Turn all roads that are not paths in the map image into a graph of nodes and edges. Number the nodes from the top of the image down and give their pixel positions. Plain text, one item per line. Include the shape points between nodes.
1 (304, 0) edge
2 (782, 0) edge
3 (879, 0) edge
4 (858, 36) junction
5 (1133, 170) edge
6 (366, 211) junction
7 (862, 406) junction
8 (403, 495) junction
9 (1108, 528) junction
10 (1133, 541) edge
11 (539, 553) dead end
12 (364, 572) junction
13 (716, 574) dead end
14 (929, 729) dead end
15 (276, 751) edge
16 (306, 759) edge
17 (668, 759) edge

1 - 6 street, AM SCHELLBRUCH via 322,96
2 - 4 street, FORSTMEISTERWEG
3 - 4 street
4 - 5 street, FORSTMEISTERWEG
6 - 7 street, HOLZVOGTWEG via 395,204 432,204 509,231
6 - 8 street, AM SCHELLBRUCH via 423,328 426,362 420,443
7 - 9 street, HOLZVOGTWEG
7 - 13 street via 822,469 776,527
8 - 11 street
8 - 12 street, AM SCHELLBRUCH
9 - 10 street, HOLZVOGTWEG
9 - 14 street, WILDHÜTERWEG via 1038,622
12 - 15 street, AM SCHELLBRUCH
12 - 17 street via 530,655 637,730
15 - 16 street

******

(What to work on): Every entry must be set down again exactly as it reads.

(Task result):
Turn all roads that are not paths in the map image into a graph of nodes and edges. Number the nodes from the top of the image down and give their pixel positions. Plain text, one item per line. Include the shape points between nodes.
1 (304, 0) edge
2 (782, 0) edge
3 (879, 0) edge
4 (858, 36) junction
5 (1133, 170) edge
6 (366, 211) junction
7 (862, 406) junction
8 (403, 495) junction
9 (1108, 528) junction
10 (1133, 541) edge
11 (539, 553) dead end
12 (364, 572) junction
13 (716, 574) dead end
14 (929, 729) dead end
15 (276, 751) edge
16 (306, 759) edge
17 (668, 759) edge

1 - 6 street, AM SCHELLBRUCH via 322,96
2 - 4 street, FORSTMEISTERWEG
3 - 4 street
4 - 5 street, FORSTMEISTERWEG
6 - 7 street, HOLZVOGTWEG via 395,204 432,204 509,231
6 - 8 street, AM SCHELLBRUCH via 423,328 426,362 420,443
7 - 9 street, HOLZVOGTWEG
7 - 13 street via 822,469 776,527
8 - 11 street
8 - 12 street, AM SCHELLBRUCH
9 - 10 street, HOLZVOGTWEG
9 - 14 street, WILDHÜTERWEG via 1038,622
12 - 15 street, AM SCHELLBRUCH
12 - 17 street via 530,655 637,730
15 - 16 street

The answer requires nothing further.